[Start of Attachment]

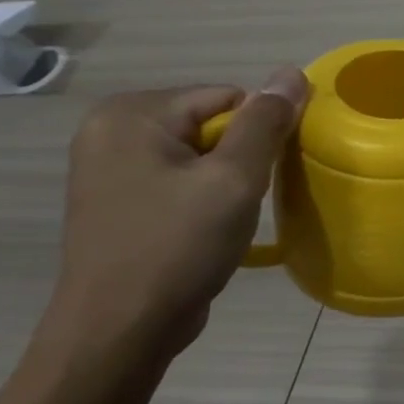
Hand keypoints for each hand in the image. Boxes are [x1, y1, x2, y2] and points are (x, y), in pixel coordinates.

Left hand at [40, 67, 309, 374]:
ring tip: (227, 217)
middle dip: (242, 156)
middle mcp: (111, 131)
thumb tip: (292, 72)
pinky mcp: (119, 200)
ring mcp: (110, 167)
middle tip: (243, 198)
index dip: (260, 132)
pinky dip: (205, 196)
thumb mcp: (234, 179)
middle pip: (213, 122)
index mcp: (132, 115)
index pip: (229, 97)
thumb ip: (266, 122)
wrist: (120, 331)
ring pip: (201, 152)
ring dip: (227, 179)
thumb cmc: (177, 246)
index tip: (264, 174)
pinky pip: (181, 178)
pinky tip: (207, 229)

[End of Attachment]
[Start of Attachment]

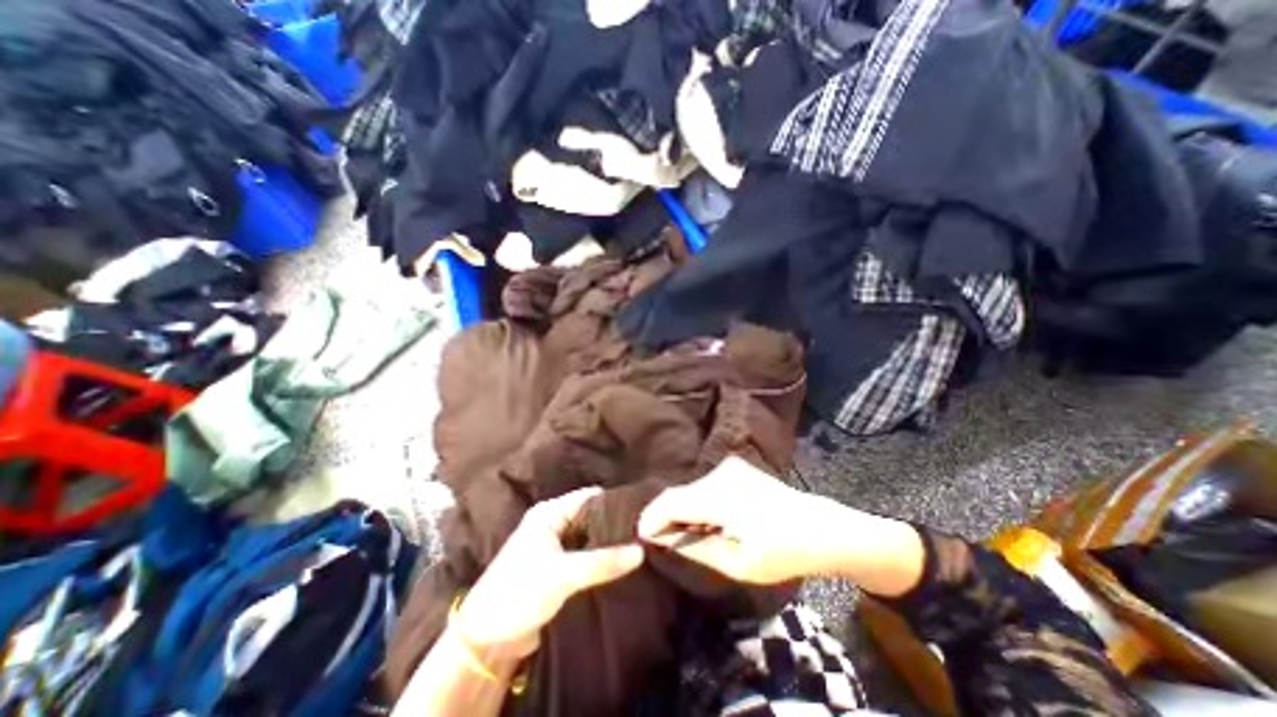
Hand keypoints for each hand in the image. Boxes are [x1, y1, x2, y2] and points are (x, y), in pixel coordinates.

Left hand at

[End of Attachment]
[Start of Attachment]

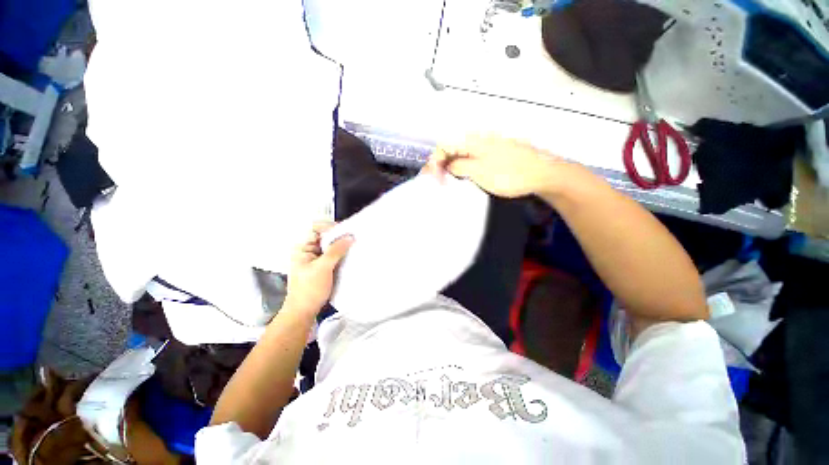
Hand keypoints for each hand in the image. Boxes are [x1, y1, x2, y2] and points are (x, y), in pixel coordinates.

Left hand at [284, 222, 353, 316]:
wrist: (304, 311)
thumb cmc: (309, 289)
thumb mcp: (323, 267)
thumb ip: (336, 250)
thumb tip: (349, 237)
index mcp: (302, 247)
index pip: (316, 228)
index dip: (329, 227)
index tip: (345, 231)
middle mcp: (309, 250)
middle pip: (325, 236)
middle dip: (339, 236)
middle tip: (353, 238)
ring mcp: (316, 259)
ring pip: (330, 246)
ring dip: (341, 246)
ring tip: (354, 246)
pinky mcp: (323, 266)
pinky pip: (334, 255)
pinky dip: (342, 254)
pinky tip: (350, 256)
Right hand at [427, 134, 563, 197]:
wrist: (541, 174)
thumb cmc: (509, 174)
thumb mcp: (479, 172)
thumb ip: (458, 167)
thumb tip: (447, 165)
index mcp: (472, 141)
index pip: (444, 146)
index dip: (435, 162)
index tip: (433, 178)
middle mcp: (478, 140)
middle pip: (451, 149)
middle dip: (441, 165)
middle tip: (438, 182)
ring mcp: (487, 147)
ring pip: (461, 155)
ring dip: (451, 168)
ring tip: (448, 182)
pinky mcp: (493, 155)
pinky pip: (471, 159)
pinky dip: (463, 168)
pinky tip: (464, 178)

[End of Attachment]

- Work order
Work through the entries above line by line, counting each one that includes the word "ring", and give the final number only.

- Answer space
12